__PROBLEM TO WORK ON__. Report back every line from the entries below in which the word "roads" occurs.

__DATA__.
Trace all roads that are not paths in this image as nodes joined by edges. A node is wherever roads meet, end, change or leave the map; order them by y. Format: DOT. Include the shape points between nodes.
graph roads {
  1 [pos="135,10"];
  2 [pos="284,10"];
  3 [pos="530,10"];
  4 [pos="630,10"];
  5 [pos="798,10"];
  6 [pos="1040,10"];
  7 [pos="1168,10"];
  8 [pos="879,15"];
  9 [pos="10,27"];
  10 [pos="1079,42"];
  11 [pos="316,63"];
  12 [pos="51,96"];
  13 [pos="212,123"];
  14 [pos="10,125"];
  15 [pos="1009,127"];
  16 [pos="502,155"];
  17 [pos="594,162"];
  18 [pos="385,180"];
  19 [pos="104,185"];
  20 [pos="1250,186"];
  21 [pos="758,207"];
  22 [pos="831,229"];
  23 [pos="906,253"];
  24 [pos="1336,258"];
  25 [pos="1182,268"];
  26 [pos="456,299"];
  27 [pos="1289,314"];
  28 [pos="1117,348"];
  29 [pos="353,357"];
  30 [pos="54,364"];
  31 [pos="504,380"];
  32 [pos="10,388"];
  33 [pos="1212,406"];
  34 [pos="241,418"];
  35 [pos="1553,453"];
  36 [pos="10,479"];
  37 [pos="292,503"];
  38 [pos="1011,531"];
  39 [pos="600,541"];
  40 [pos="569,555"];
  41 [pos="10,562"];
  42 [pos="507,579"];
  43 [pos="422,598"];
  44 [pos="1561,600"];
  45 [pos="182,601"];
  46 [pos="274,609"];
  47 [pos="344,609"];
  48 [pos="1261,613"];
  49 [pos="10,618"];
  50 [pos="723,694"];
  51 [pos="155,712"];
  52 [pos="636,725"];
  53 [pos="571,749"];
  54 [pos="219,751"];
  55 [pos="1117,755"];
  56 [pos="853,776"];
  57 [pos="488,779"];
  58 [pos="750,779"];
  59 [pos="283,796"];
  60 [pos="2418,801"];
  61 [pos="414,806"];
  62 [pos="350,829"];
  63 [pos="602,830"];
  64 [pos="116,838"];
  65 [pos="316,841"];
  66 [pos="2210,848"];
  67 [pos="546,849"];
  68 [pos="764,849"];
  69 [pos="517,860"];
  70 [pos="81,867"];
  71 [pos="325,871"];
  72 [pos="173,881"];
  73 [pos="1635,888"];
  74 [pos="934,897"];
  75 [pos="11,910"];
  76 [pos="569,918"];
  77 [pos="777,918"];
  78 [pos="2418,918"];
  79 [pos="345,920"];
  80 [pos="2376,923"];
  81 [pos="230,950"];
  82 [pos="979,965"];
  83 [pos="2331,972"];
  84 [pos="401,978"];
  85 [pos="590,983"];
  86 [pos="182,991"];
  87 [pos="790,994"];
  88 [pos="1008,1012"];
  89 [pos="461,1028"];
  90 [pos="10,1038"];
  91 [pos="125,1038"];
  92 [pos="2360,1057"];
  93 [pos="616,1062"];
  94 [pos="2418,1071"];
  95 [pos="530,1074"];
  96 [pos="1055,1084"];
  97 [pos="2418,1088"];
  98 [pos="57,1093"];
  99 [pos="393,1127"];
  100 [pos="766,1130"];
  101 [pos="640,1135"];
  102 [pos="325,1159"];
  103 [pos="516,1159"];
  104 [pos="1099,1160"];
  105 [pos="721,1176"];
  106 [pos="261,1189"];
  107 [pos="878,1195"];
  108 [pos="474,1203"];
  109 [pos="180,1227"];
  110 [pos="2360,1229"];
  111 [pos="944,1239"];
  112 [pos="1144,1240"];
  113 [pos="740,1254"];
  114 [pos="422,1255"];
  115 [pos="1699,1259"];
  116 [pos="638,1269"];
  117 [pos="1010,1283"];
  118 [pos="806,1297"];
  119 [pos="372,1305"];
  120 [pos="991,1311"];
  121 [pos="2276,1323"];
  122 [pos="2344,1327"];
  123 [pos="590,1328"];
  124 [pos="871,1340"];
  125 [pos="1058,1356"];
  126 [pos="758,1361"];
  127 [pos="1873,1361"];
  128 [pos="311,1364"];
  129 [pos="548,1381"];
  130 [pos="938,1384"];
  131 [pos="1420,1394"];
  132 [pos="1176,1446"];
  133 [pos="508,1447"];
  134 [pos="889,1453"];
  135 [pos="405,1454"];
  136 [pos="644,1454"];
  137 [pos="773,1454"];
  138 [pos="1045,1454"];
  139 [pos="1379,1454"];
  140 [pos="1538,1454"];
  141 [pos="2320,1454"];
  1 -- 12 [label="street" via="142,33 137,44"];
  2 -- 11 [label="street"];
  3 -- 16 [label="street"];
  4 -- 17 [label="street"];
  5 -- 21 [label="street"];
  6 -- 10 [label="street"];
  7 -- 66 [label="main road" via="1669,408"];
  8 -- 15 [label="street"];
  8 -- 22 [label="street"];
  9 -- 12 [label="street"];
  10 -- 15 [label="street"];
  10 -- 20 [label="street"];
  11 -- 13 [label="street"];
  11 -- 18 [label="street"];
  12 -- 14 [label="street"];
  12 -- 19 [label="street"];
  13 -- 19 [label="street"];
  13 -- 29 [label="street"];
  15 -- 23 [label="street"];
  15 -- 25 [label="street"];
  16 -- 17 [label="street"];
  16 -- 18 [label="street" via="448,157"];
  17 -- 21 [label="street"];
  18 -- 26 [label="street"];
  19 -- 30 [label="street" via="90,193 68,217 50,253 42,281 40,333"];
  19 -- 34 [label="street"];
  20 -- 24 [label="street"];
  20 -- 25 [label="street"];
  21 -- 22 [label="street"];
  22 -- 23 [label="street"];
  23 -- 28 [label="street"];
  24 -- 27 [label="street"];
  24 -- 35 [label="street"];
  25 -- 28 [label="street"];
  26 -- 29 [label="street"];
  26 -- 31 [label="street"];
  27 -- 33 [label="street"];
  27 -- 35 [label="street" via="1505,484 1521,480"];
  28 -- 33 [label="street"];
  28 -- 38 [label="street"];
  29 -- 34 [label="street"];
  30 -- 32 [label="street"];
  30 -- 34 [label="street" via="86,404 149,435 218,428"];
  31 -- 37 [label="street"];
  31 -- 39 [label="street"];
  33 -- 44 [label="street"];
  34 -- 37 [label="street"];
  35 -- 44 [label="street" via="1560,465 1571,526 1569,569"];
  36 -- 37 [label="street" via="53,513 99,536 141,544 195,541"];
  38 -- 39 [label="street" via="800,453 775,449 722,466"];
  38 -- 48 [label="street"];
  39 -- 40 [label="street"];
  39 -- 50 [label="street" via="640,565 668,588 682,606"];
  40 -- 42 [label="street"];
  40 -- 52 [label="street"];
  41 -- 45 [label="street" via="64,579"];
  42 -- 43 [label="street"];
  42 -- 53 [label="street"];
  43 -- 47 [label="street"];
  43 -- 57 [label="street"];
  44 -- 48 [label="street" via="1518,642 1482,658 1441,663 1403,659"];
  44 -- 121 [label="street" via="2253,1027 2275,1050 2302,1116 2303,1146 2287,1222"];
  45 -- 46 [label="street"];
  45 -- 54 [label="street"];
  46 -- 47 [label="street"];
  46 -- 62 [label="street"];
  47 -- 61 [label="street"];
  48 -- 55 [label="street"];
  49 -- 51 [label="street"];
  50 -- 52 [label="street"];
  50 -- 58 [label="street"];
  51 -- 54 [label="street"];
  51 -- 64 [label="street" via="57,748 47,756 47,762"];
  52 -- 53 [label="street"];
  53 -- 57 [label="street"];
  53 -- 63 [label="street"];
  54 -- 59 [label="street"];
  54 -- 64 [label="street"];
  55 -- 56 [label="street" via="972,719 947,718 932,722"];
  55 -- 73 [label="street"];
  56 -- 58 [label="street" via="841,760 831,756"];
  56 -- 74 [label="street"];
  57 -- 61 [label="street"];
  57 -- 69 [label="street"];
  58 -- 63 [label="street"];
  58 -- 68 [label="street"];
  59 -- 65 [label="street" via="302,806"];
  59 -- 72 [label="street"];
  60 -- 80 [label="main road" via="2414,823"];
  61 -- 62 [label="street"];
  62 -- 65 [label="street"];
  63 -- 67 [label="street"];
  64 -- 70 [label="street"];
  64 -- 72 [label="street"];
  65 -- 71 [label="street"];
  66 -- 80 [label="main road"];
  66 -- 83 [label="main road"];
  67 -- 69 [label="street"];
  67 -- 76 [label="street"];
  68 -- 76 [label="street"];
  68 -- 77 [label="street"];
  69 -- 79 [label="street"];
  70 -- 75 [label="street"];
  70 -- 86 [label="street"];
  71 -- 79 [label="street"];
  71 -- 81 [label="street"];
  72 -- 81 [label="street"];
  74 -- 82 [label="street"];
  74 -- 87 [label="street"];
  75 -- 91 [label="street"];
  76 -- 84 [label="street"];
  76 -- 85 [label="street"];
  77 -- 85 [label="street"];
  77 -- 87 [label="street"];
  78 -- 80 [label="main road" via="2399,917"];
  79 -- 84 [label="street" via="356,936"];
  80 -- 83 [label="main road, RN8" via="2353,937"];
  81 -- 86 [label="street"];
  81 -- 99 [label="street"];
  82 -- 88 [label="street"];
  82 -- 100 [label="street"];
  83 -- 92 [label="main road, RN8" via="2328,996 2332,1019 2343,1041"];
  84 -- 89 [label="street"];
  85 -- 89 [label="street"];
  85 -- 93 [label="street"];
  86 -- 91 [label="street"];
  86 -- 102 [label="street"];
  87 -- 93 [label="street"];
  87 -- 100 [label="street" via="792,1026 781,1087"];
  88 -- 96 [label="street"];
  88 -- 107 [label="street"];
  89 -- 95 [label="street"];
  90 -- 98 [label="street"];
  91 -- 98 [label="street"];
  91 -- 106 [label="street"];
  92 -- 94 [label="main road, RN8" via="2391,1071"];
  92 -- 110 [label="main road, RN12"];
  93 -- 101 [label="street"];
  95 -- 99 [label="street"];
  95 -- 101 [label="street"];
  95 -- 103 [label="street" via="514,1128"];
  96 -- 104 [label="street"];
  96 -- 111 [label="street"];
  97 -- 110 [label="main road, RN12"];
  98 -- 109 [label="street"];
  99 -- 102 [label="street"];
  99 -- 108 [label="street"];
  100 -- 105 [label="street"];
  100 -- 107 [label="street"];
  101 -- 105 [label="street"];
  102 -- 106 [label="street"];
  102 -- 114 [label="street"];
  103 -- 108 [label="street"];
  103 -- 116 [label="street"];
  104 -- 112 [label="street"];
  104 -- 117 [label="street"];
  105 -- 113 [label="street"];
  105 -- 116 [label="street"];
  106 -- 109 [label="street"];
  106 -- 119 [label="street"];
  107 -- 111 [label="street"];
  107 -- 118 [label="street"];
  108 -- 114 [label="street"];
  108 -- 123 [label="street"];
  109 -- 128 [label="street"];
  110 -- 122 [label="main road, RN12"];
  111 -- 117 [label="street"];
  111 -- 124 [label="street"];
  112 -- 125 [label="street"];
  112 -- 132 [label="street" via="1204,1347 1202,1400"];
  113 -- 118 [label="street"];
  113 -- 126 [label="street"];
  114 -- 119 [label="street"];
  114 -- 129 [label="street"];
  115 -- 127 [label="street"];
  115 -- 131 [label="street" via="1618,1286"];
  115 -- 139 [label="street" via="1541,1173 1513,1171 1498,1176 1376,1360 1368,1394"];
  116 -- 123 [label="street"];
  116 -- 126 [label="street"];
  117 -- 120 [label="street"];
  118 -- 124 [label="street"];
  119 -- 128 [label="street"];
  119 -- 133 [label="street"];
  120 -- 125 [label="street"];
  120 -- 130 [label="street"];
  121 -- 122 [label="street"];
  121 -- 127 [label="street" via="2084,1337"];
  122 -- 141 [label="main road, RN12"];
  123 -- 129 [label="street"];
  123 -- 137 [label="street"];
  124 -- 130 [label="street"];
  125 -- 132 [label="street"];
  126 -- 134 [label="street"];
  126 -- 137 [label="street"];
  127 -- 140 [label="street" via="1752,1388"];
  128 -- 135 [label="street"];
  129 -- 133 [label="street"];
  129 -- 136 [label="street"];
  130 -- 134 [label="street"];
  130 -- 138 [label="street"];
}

__REPLY TO THE TASK__.
Trace all roads that are not paths in this image as nodes joined by edges. A node is wherever roads meet, end, change or leave the map; order them by y. Format: DOT. Include the shape points between nodes.
graph roads {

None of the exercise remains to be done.